See full texts of his remarks at the IMFC virtual meeting in Washington DC:

The World Bank Group has been focused on taking fast, broad-based action, especially for the poorest countries. By the end of April, we expect to have Covid-related projects in 100 countries, and we are taking steps to provide $160 billion of financing over the next 15 months.  We thank you for the capital and funding you provide for IBRD, IDA, IFC and MIGA, and we invite your early subscriptions.

Our goals are to:

  • help developing countries implement emergency health operations;
  • protect the poorest households;
  • save jobs and businesses. IFC and MIGA are working with private sector clients to support trade and working capital lines.

All of this will shorten the time to broad based, sustainable economic recovery.

The other MDBs have committed to roughly $80 billion over this period, bringing the total to $240 billion.   We’ve been coordinating closely in order to act efficiently and achieve impact at scale. We invite your bilateral assistance programs and the other MDBs to join us through parallel and co-financing of our 100 emergency programs, and to take advantage of WB-facilitated joint procurement of medical equipment and supplies.

I strongly welcome the G20 efforts to allow the IDA countries to suspend repayment of official bilateral credit on May 1st. Commercial creditors would be expected to provide comparable treatment. In turn, beneficiary countries would commit to use the additional resources to respond to COVID-19; and to fully disclose their public sector financial commitments.  The World Bank and IMF are being asked to analyze and report on the liquidity needs of eligible countries and monitor their use of the fiscal space created by the debt relief.

This is a powerful, fast-acting initiative that will bring real benefits to the poor.

Multilateral development banks are being asked to further explore options for suspending our debt service payments, while maintaining our credit rating.  Kristalina and I met with MDB heads yesterday to discuss this and our coordinated support efforts. They unanimously asked me to register our requirement to maintain credit-worthiness and our concern that suspending repayments to MDBs, if not fully compensated by new shareholder contributions, would run the risk of hurting the poor in both the short-term, by reducing our ability to front-load assistance, and in the long-term, by reducing our leveraging capacity.

The World Bank and IMF will do everything possible to support the debt initiative.
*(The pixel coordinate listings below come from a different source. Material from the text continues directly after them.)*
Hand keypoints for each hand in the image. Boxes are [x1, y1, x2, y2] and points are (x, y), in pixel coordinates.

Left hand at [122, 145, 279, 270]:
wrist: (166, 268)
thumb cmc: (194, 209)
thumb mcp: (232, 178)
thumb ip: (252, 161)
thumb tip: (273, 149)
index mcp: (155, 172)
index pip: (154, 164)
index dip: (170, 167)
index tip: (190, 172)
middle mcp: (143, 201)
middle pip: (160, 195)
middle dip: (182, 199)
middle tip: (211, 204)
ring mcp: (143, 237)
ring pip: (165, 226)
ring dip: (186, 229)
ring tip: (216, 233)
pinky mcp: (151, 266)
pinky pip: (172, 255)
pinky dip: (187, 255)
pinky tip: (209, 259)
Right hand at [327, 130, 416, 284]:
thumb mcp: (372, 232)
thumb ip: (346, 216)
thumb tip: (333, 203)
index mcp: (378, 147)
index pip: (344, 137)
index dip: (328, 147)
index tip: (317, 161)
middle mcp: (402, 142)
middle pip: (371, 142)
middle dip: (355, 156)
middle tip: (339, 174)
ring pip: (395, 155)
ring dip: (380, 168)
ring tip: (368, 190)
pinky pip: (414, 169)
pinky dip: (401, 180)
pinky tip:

Kristalina and I championed it, and we’re committed to taking all possible steps to support to the poor.   The World Bank will be providing massively scaled up and frontloaded net transfers to IDA countries on highly concessional terms — over $50 billion of financing over the next 15 months – and the IMF has its own highly impactful initiatives.

The Development Committee, including its many representatives from the poorest countries, will discuss the various support initiatives on Friday.  I know we will thank Saudi Arabia for strongly leading the debt relief efforts during its chairmanship of the G20 and will thank all the creditors for their efforts.

I am certain that substantial progress on debt has been made this week; also, that our fast action to provide support during the crisis will help during the downturn and strengthen the recovery.